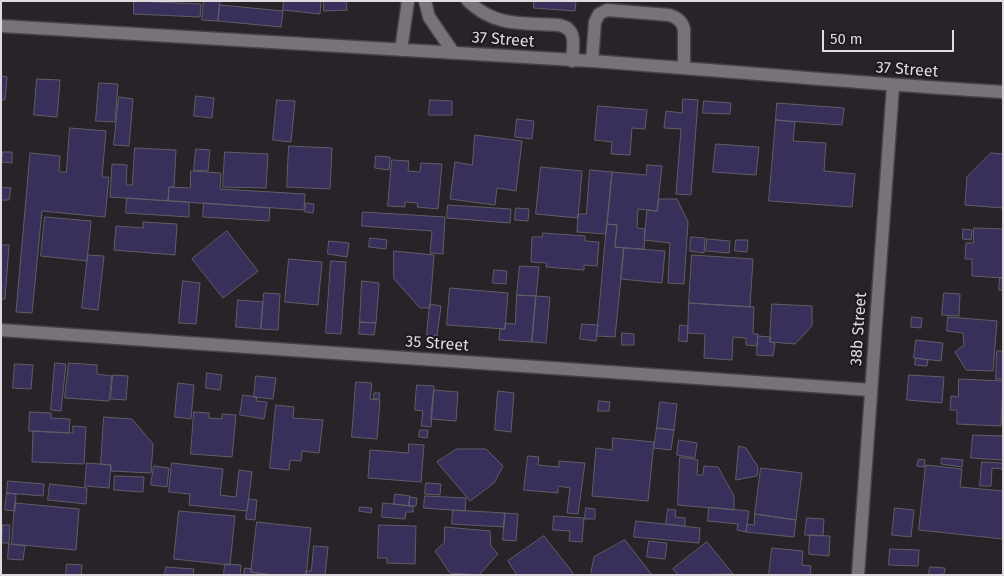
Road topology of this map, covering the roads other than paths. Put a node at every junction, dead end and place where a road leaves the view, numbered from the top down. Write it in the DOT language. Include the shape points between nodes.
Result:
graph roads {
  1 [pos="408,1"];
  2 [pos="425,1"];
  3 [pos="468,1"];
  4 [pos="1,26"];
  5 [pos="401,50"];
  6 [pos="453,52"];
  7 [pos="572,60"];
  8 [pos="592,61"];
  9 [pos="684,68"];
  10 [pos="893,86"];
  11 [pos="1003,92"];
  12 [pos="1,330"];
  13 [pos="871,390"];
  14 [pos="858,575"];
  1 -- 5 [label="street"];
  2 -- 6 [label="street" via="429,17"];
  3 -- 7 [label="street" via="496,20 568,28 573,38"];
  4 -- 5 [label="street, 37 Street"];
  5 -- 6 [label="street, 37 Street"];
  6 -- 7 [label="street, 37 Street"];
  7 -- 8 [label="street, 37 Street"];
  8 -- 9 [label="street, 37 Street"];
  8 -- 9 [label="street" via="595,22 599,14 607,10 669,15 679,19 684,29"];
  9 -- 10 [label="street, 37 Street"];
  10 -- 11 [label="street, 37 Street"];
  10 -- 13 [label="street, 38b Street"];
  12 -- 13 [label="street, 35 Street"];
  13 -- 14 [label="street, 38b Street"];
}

══════

Each line above must be set down exactly, though no picture should be carried over.

» **Response area**:
Road topology of this map, covering the roads other than paths. Put a node at every junction, dead end and place where a road leaves the view, numbered from the top down. Write it in the DOT language. Include the shape points between nodes.
Result:
graph roads {
  1 [pos="408,1"];
  2 [pos="425,1"];
  3 [pos="468,1"];
  4 [pos="1,26"];
  5 [pos="401,50"];
  6 [pos="453,52"];
  7 [pos="572,60"];
  8 [pos="592,61"];
  9 [pos="684,68"];
  10 [pos="893,86"];
  11 [pos="1003,92"];
  12 [pos="1,330"];
  13 [pos="871,390"];
  14 [pos="858,575"];
  1 -- 5 [label="street"];
  2 -- 6 [label="street" via="429,17"];
  3 -- 7 [label="street" via="496,20 568,28 573,38"];
  4 -- 5 [label="street, 37 Street"];
  5 -- 6 [label="street, 37 Street"];
  6 -- 7 [label="street, 37 Street"];
  7 -- 8 [label="street, 37 Street"];
  8 -- 9 [label="street, 37 Street"];
  8 -- 9 [label="street" via="595,22 599,14 607,10 669,15 679,19 684,29"];
  9 -- 10 [label="street, 37 Street"];
  10 -- 11 [label="street, 37 Street"];
  10 -- 13 [label="street, 38b Street"];
  12 -- 13 [label="street, 35 Street"];
  13 -- 14 [label="street, 38b Street"];
}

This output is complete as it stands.